> _Brief_:
Here are some records; copy every line that holds the word "Avenue".

> _Task data_:
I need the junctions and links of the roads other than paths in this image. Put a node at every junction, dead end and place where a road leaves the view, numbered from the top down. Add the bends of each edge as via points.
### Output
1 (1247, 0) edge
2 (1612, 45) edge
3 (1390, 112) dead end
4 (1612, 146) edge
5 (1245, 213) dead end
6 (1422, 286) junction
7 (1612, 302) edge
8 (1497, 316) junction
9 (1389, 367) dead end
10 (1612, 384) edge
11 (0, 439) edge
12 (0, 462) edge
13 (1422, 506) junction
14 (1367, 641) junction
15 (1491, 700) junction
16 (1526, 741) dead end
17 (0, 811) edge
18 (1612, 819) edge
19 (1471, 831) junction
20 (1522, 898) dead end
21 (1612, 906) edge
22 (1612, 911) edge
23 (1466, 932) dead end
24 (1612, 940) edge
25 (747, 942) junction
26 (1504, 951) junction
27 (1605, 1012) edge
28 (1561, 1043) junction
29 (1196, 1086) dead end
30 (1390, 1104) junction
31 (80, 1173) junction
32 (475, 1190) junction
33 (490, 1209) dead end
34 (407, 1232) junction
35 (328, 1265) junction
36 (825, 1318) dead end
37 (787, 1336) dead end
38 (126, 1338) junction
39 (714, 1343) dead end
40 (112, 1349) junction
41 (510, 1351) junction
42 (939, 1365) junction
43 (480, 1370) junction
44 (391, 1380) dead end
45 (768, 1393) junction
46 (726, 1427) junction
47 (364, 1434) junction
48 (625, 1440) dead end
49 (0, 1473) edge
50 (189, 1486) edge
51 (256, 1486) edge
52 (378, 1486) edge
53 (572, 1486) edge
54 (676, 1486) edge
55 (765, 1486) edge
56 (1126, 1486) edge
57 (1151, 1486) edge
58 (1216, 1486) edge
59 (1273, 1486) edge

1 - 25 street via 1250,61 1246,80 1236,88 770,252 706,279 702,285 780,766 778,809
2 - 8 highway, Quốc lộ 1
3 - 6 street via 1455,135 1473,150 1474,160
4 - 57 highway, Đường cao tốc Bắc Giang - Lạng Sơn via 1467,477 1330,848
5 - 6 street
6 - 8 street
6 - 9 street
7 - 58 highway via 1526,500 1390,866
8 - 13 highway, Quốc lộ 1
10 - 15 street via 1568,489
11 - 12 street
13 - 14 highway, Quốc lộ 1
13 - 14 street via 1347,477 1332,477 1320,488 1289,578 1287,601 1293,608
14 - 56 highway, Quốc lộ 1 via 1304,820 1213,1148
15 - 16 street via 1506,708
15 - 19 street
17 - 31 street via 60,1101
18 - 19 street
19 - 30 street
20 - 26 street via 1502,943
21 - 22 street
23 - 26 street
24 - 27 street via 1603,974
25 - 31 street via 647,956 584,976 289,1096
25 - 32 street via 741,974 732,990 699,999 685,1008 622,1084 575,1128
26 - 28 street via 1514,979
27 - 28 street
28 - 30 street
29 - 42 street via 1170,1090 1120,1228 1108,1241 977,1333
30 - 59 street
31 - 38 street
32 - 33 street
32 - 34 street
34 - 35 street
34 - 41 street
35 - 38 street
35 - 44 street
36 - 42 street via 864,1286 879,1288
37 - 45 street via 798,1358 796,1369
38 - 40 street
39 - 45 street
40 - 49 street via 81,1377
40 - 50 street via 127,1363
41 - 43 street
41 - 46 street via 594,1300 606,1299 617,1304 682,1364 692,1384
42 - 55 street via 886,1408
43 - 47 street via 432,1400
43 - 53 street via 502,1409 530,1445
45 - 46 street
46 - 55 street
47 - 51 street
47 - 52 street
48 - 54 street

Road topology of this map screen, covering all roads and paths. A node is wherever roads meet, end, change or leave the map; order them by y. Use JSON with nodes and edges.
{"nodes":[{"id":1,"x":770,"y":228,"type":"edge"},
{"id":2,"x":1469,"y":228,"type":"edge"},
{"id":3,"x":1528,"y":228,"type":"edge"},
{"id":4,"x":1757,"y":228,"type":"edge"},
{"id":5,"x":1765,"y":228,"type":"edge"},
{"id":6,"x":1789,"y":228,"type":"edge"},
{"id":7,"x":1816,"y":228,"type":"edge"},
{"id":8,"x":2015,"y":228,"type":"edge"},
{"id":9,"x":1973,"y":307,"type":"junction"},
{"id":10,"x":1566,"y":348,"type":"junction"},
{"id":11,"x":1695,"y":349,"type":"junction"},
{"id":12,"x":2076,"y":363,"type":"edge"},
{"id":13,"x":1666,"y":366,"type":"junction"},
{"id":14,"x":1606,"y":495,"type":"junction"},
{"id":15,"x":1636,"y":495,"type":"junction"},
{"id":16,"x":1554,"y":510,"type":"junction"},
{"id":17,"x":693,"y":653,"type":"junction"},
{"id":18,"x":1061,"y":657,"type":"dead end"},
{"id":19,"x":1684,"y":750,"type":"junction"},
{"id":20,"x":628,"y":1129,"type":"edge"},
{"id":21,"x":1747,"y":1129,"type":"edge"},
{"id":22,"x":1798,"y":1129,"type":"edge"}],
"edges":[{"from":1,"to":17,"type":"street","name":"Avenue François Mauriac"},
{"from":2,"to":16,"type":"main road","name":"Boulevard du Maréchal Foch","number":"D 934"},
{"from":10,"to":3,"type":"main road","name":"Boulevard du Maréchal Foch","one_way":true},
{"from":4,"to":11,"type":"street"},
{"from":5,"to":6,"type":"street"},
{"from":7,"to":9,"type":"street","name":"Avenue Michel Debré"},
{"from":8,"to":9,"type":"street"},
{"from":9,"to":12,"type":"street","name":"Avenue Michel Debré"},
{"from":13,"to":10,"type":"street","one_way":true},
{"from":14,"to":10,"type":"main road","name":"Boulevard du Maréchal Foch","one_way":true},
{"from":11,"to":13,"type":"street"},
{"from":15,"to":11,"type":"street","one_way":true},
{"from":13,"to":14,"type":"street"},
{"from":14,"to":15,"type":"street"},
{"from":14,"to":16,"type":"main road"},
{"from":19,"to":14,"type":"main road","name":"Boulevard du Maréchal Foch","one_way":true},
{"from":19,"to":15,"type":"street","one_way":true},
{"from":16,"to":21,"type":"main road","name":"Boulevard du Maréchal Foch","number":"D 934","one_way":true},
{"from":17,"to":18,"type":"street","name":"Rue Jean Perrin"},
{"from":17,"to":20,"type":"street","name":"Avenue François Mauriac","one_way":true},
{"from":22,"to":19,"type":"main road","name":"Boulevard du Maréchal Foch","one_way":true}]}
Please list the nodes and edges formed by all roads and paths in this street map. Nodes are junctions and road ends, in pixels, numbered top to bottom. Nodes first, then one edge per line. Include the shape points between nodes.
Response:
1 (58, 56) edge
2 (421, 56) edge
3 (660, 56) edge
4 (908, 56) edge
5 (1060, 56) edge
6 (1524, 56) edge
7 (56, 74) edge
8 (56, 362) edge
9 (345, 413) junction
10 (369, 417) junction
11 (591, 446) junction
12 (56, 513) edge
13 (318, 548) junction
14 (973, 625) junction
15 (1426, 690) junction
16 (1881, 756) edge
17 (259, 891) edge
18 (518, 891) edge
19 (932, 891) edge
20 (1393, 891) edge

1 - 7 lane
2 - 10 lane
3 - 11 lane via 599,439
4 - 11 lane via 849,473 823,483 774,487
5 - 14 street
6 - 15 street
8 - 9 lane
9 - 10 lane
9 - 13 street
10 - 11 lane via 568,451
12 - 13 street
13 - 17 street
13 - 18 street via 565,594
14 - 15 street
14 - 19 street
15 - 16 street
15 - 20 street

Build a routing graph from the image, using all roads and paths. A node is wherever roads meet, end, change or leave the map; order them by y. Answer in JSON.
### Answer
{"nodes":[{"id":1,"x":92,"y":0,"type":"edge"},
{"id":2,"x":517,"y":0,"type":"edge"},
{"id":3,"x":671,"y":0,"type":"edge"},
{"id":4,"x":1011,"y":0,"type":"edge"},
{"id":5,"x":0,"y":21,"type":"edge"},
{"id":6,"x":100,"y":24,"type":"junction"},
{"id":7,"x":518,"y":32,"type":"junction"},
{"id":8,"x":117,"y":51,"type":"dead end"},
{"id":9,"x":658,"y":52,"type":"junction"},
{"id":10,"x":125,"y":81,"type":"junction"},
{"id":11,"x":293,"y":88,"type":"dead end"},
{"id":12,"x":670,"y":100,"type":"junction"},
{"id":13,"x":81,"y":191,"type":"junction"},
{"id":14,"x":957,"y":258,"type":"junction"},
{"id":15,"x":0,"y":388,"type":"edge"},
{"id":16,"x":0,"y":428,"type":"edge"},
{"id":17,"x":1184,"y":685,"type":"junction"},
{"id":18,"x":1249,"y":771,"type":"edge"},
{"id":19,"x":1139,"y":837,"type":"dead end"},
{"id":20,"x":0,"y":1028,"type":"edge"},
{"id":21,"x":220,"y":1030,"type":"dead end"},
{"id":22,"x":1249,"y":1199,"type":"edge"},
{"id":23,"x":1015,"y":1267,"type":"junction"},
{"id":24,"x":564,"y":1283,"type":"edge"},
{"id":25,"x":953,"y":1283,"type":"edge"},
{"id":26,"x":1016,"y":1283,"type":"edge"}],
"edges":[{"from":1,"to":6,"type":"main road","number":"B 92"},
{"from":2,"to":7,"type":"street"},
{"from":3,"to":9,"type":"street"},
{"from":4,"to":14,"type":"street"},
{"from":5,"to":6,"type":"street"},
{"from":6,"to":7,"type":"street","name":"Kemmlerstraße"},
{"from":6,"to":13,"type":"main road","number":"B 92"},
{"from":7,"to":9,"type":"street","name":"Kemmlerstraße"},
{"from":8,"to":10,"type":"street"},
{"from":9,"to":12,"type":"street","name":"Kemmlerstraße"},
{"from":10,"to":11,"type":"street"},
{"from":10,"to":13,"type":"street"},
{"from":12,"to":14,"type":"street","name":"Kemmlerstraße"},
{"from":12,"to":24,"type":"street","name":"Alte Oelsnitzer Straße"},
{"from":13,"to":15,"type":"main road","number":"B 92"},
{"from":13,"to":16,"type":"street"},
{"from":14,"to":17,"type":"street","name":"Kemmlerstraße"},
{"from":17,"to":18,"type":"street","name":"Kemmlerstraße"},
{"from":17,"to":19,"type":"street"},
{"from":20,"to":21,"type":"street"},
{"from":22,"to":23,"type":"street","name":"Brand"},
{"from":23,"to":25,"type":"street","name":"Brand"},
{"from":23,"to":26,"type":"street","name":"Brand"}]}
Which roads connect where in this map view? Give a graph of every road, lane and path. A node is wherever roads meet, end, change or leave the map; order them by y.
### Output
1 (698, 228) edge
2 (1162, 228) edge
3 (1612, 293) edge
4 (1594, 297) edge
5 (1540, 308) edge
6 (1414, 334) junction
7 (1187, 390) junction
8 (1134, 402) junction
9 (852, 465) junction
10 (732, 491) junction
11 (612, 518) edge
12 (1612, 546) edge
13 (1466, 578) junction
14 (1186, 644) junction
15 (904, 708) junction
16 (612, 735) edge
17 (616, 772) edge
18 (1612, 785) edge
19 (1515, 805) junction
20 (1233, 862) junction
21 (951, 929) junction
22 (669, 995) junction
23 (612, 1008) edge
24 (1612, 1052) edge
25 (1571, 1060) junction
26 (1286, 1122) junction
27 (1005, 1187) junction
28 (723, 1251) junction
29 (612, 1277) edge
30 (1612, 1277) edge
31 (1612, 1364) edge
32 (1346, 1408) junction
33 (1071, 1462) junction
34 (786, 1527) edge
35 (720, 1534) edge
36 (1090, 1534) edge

> _Task result_:
"edges":[{"from":1,"to":17,"type":"street","name":"Avenue François Mauriac"},
{"from":7,"to":9,"type":"street","name":"Avenue Michel Debré"},
{"from":9,"to":12,"type":"street","name":"Avenue Michel Debré"},
{"from":17,"to":20,"type":"street","name":"Avenue François Mauriac","one_way":true},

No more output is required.